WHAT IS REQUIRED » Scan the entries below. Report each line where the string "other" occurs.

BEGIN

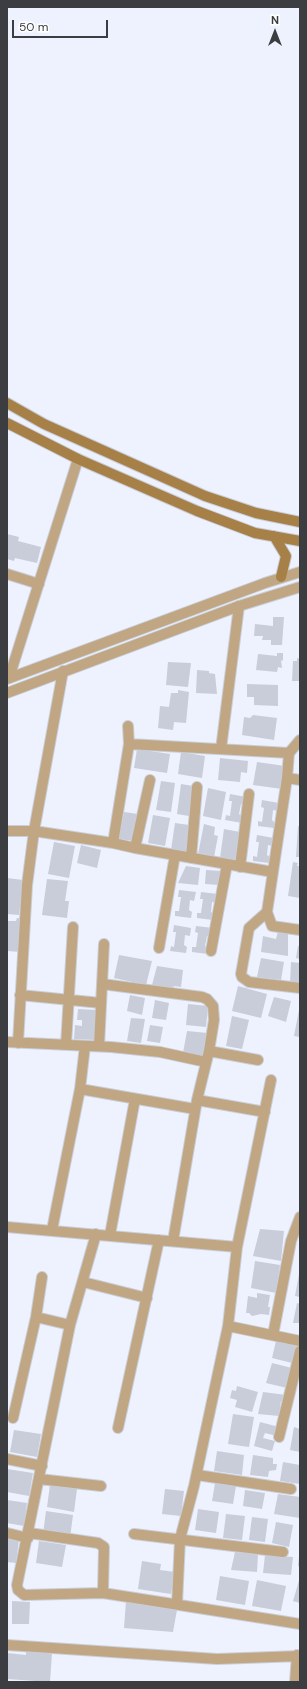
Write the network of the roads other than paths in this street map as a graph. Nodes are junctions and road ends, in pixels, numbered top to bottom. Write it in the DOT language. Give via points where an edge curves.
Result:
graph roads {
  1 [pos="7,403"];
  2 [pos="7,423"];
  3 [pos="78,459"];
  4 [pos="300,522"];
  5 [pos="274,536"];
  6 [pos="300,541"];
  7 [pos="300,572"];
  8 [pos="7,574"];
  9 [pos="281,577"];
  10 [pos="39,584"];
  11 [pos="300,588"];
  12 [pos="239,606"];
  13 [pos="45,664"];
  14 [pos="63,671"];
  15 [pos="8,675"];
  16 [pos="44,678"];
  17 [pos="7,692"];
  18 [pos="128,726"];
  19 [pos="300,740"];
  20 [pos="130,744"];
  21 [pos="221,749"];
  22 [pos="289,753"];
  23 [pos="287,778"];
  24 [pos="150,780"];
  25 [pos="300,780"];
  26 [pos="197,787"];
  27 [pos="249,794"];
  28 [pos="7,831"];
  29 [pos="34,831"];
  30 [pos="113,843"];
  31 [pos="135,848"];
  32 [pos="175,855"];
  33 [pos="190,858"];
  34 [pos="227,864"];
  35 [pos="240,867"];
  36 [pos="273,872"];
  37 [pos="267,912"];
  38 [pos="73,927"];
  39 [pos="300,930"];
  40 [pos="104,944"];
  41 [pos="159,948"];
  42 [pos="211,951"];
  43 [pos="102,984"];
  44 [pos="300,988"];
  45 [pos="20,996"];
  46 [pos="69,1000"];
  47 [pos="101,1003"];
  48 [pos="7,1042"];
  49 [pos="18,1043"];
  50 [pos="66,1045"];
  51 [pos="85,1046"];
  52 [pos="99,1046"];
  53 [pos="209,1051"];
  54 [pos="258,1060"];
  55 [pos="206,1062"];
  56 [pos="271,1080"];
  57 [pos="80,1089"];
  58 [pos="135,1099"];
  59 [pos="196,1104"];
  60 [pos="265,1112"];
  61 [pos="300,1217"];
  62 [pos="7,1227"];
  63 [pos="52,1230"];
  64 [pos="96,1234"];
  65 [pos="110,1235"];
  66 [pos="159,1240"];
  67 [pos="173,1241"];
  68 [pos="237,1247"];
  69 [pos="42,1277"];
  70 [pos="83,1282"];
  71 [pos="147,1298"];
  72 [pos="36,1317"];
  73 [pos="70,1325"];
  74 [pos="228,1326"];
  75 [pos="273,1335"];
  76 [pos="300,1341"];
  77 [pos="300,1351"];
  78 [pos="13,1418"];
  79 [pos="118,1428"];
  80 [pos="279,1437"];
  81 [pos="7,1459"];
  82 [pos="42,1466"];
  83 [pos="197,1475"];
  84 [pos="39,1478"];
  85 [pos="100,1486"];
  86 [pos="291,1489"];
  87 [pos="7,1534"];
  88 [pos="134,1534"];
  89 [pos="28,1535"];
  90 [pos="180,1539"];
  91 [pos="283,1552"];
  92 [pos="7,1590"];
  93 [pos="18,1590"];
  94 [pos="103,1593"];
  95 [pos="177,1604"];
  96 [pos="300,1624"];
  97 [pos="7,1645"];
  98 [pos="299,1655"];
  99 [pos="295,1682"];
  1 -- 4 [label="main road" via="44,424 204,496 256,513"];
  2 -- 3 [label="main road"];
  3 -- 5 [label="main road" via="197,511 254,532"];
  3 -- 10 [label="street"];
  5 -- 6 [label="main road"];
  5 -- 9 [label="main road" via="286,556"];
  7 -- 9 [label="street"];
  8 -- 10 [label="street"];
  9 -- 13 [label="street"];
  10 -- 15 [label="street"];
  11 -- 12 [label="street"];
  12 -- 14 [label="street"];
  12 -- 21 [label="street"];
  13 -- 15 [label="street"];
  13 -- 16 [label="street"];
  14 -- 16 [label="street"];
  14 -- 29 [label="street"];
  16 -- 17 [label="street"];
  18 -- 20 [label="street"];
  19 -- 22 [label="street"];
  20 -- 21 [label="street"];
  20 -- 30 [label="street"];
  21 -- 22 [label="street"];
  22 -- 23 [label="street"];
  23 -- 25 [label="street"];
  23 -- 36 [label="street"];
  24 -- 31 [label="street"];
  26 -- 33 [label="street"];
  27 -- 35 [label="street"];
  28 -- 29 [label="street"];
  29 -- 30 [label="street"];
  29 -- 45 [label="street" via="27,885"];
  30 -- 31 [label="street"];
  31 -- 32 [label="street"];
  32 -- 33 [label="street"];
  32 -- 41 [label="street"];
  33 -- 34 [label="street"];
  34 -- 35 [label="street"];
  34 -- 42 [label="street"];
  35 -- 36 [label="street"];
  36 -- 37 [label="street"];
  37 -- 39 [label="street" via="272,926"];
  37 -- 44 [label="street" via="249,928 242,977 249,982"];
  38 -- 46 [label="street"];
  40 -- 43 [label="street"];
  43 -- 47 [label="street"];
  43 -- 53 [label="street" via="202,997 208,1000 213,1006 214,1020"];
  45 -- 46 [label="street"];
  45 -- 49 [label="street"];
  46 -- 47 [label="street"];
  46 -- 50 [label="street"];
  47 -- 52 [label="street"];
  48 -- 49 [label="street"];
  49 -- 50 [label="street"];
  50 -- 51 [label="street"];
  51 -- 52 [label="street"];
  51 -- 57 [label="street"];
  52 -- 55 [label="street" via="160,1052"];
  53 -- 54 [label="street"];
  53 -- 55 [label="street"];
  55 -- 59 [label="street"];
  56 -- 60 [label="street"];
  57 -- 58 [label="street"];
  57 -- 63 [label="street"];
  58 -- 59 [label="street"];
  58 -- 65 [label="street"];
  59 -- 60 [label="street"];
  59 -- 67 [label="street"];
  60 -- 68 [label="street"];
  61 -- 75 [label="street" via="291,1241"];
  62 -- 63 [label="street"];
  63 -- 64 [label="street"];
  64 -- 65 [label="street"];
  64 -- 70 [label="street"];
  65 -- 66 [label="street"];
  66 -- 67 [label="street"];
  66 -- 71 [label="street"];
  67 -- 68 [label="street"];
  68 -- 74 [label="street"];
  69 -- 72 [label="street"];
  70 -- 71 [label="street"];
  70 -- 73 [label="street"];
  71 -- 79 [label="street"];
  72 -- 73 [label="street"];
  72 -- 78 [label="street"];
  73 -- 82 [label="street"];
  74 -- 75 [label="street"];
  74 -- 83 [label="street"];
  75 -- 76 [label="street"];
  77 -- 80 [label="street"];
  81 -- 82 [label="street"];
  82 -- 84 [label="street"];
  83 -- 86 [label="street"];
  83 -- 90 [label="street"];
  84 -- 85 [label="street"];
  84 -- 89 [label="street"];
  87 -- 89 [label="street"];
  88 -- 90 [label="street"];
  89 -- 93 [label="street"];
  89 -- 94 [label="street" via="102,1545 105,1549"];
  90 -- 91 [label="street"];
  90 -- 95 [label="street"];
  92 -- 93 [label="street"];
  93 -- 94 [label="street" via="24,1595"];
  94 -- 95 [label="street"];
  95 -- 96 [label="street"];
  97 -- 98 [label="street" via="217,1659"];
  98 -- 99 [label="street"];
}
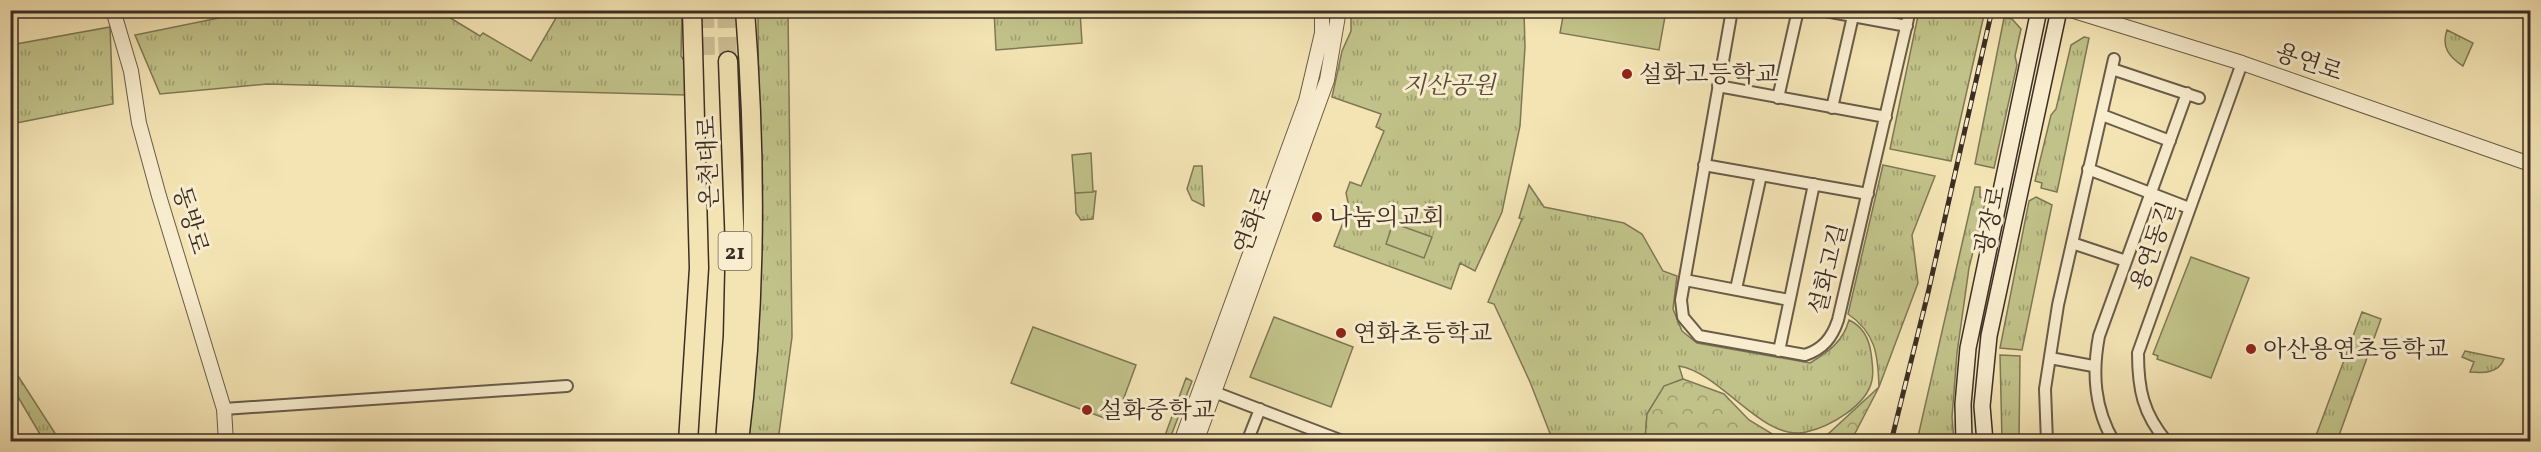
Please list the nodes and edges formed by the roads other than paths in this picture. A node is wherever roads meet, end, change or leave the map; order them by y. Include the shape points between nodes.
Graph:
1 (113, 10) edge
2 (692, 10) edge
3 (745, 10) edge
4 (1322, 10) edge
5 (1339, 10) edge
6 (1732, 10) edge
7 (1798, 10) edge
8 (1820, 10) edge
9 (1910, 10) edge
10 (2039, 10) edge
11 (2059, 10) edge
12 (2071, 10) edge
13 (1853, 16) junction
14 (1907, 26) junction
15 (706, 61) tunnel mouth
16 (728, 61) tunnel mouth
17 (2242, 63) junction
18 (1718, 86) junction
19 (2187, 93) junction
20 (1778, 98) junction
21 (2199, 98) dead end
22 (1832, 108) junction
23 (2102, 115) junction
24 (1886, 117) junction
25 (2170, 141) junction
26 (2530, 164) edge
27 (1704, 165) junction
28 (2088, 169) junction
29 (1761, 175) junction
30 (1814, 184) junction
31 (1868, 194) junction
32 (2150, 194) junction
33 (2189, 208) junction
34 (2072, 243) junction
35 (2126, 261) junction
36 (1685, 280) junction
37 (1736, 289) junction
38 (1789, 300) junction
39 (1779, 351) junction
40 (2050, 358) junction
41 (2093, 366) junction
42 (567, 386) dead end
43 (1214, 392) junction
44 (1260, 409) junction
45 (224, 410) junction
46 (226, 441) edge
47 (688, 441) edge
48 (700, 441) edge
49 (725, 441) edge
50 (739, 441) edge
51 (1181, 441) edge
52 (1196, 441) edge
53 (1247, 441) edge
54 (1345, 441) edge
55 (1964, 441) edge
56 (1985, 441) edge
57 (2047, 441) edge
58 (2114, 441) edge
59 (2167, 441) edge

1 - 45 street, 동방로 via 156,186
2 - 47 highway via 699,268
3 - 50 highway via 751,94 752,275
4 - 51 street, 연화로 via 1322,33 1306,101
5 - 43 street, 연화로 via 1327,80
6 - 18 street, 설화고길
7 - 20 street
8 - 13 street
9 - 14 street, 설화고길
10 - 55 main road, 광장로 via 1968,348
11 - 56 main road, 광장로 via 1989,336 1982,406
12 - 17 street, 용연로
13 - 14 street
13 - 22 street
14 - 24 street, 설화고길
15 - 48 highway, 온천대로 / 21 via 710,226
16 - 49 highway, 온천대로 / 21 via 735,249
17 - 26 street, 용연로
17 - 33 street, 용연동길
18 - 20 street
18 - 27 street, 설화고길
19 - 21 street
19 - 23 street via 2113,64
19 - 25 street, 용연동길
20 - 22 street
22 - 24 street
23 - 25 street
23 - 28 street
24 - 31 street, 설화고길
25 - 32 street, 용연동길
27 - 29 street
27 - 36 street, 설화고길
28 - 32 street
28 - 34 street
29 - 30 street
29 - 37 street
30 - 31 street
30 - 38 street
31 - 39 street, 설화고길 via 1834,332 1811,354
32 - 33 street
32 - 35 street, 용연동길
33 - 59 street, 용연동길 via 2138,353 2142,402 2153,426
34 - 35 street
34 - 40 street
35 - 41 street, 용연동길 via 2099,336
36 - 37 street, 설화고길
36 - 39 street, 설화고길 via 1680,300 1683,317 1699,336
37 - 38 street, 설화고길
38 - 39 street
40 - 41 street
40 - 57 street via 2045,389
41 - 58 street, 용연동길 via 2100,411
42 - 45 street
43 - 44 street
43 - 52 street, 연화로
44 - 53 street
44 - 54 street
45 - 46 street, 동방로

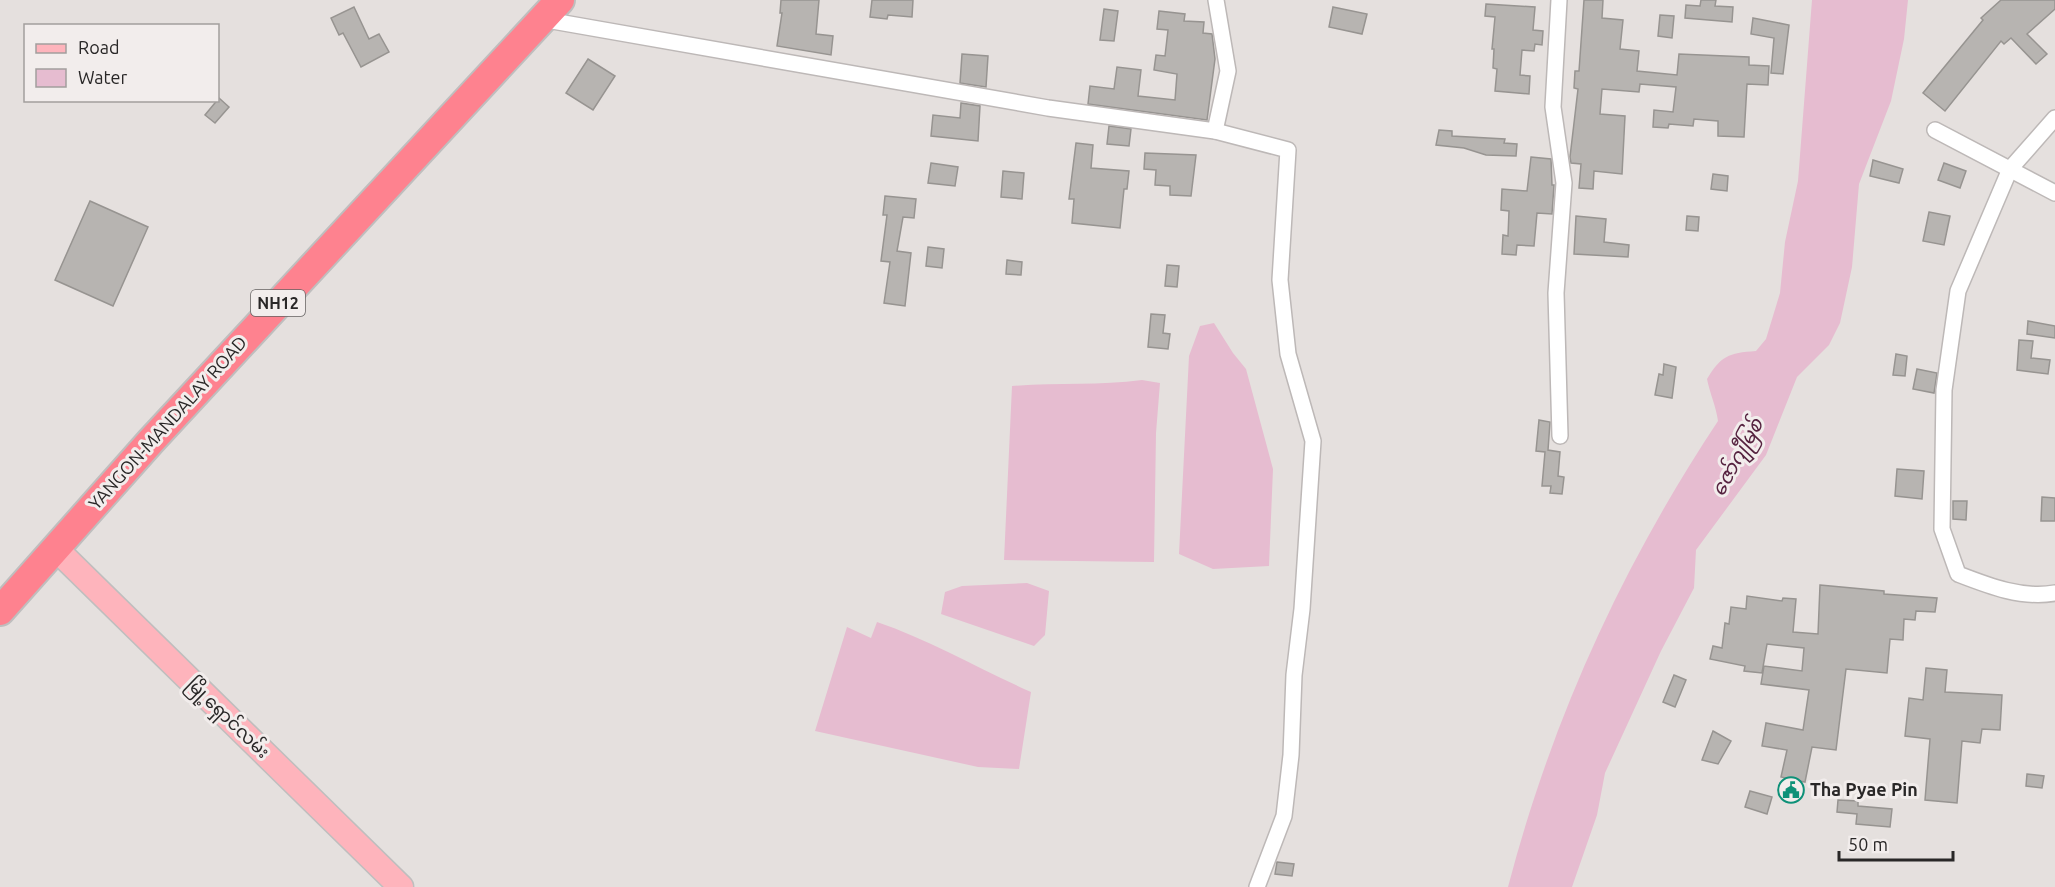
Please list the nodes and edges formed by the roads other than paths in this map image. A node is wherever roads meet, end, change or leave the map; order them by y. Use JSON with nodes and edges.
{"nodes":[{"id":1,"x":1216,"y":0,"type":"edge"},
{"id":2,"x":1559,"y":0,"type":"edge"},
{"id":3,"x":550,"y":10,"type":"edge"},
{"id":4,"x":2055,"y":118,"type":"edge"},
{"id":5,"x":1935,"y":130,"type":"dead end"},
{"id":6,"x":1215,"y":131,"type":"junction"},
{"id":7,"x":2010,"y":169,"type":"junction"},
{"id":8,"x":2055,"y":193,"type":"edge"},
{"id":9,"x":1560,"y":436,"type":"dead end"},
{"id":10,"x":55,"y":548,"type":"junction"},
{"id":11,"x":2055,"y":592,"type":"edge"},
{"id":12,"x":0,"y":610,"type":"edge"},
{"id":13,"x":401,"y":887,"type":"edge"},
{"id":14,"x":1257,"y":887,"type":"edge"}],
"edges":[{"from":1,"to":6,"type":"street"},
{"from":2,"to":9,"type":"street"},
{"from":3,"to":6,"type":"street"},
{"from":3,"to":10,"type":"highway","name":"YANGON-MANDALAY ROAD","number":"NH12"},
{"from":4,"to":7,"type":"street"},
{"from":5,"to":7,"type":"street"},
{"from":6,"to":14,"type":"street"},
{"from":7,"to":8,"type":"street"},
{"from":7,"to":11,"type":"street"},
{"from":10,"to":12,"type":"highway","name":"YANGON-MANDALAY ROAD","number":"NH12"},
{"from":10,"to":13,"type":"main road","name":"မြို့ရှောင်လမ်း"}]}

END

FINISHED TASK »
Write the network of the roads other than paths in this street map as a graph. Nodes are junctions and road ends, in pixels, numbered top to bottom. Write it in the DOT language. Give via points where an edge curves.
Please list the nodes and edges formed by the roads other than paths in this picture. A node is wherever roads meet, end, change or leave the map; order them by y. Include the shape points between nodes.
Please list the nodes and edges formed by the roads other than paths in this map image. A node is wherever roads meet, end, change or leave the map; order them by y. Use JSON with nodes and edges.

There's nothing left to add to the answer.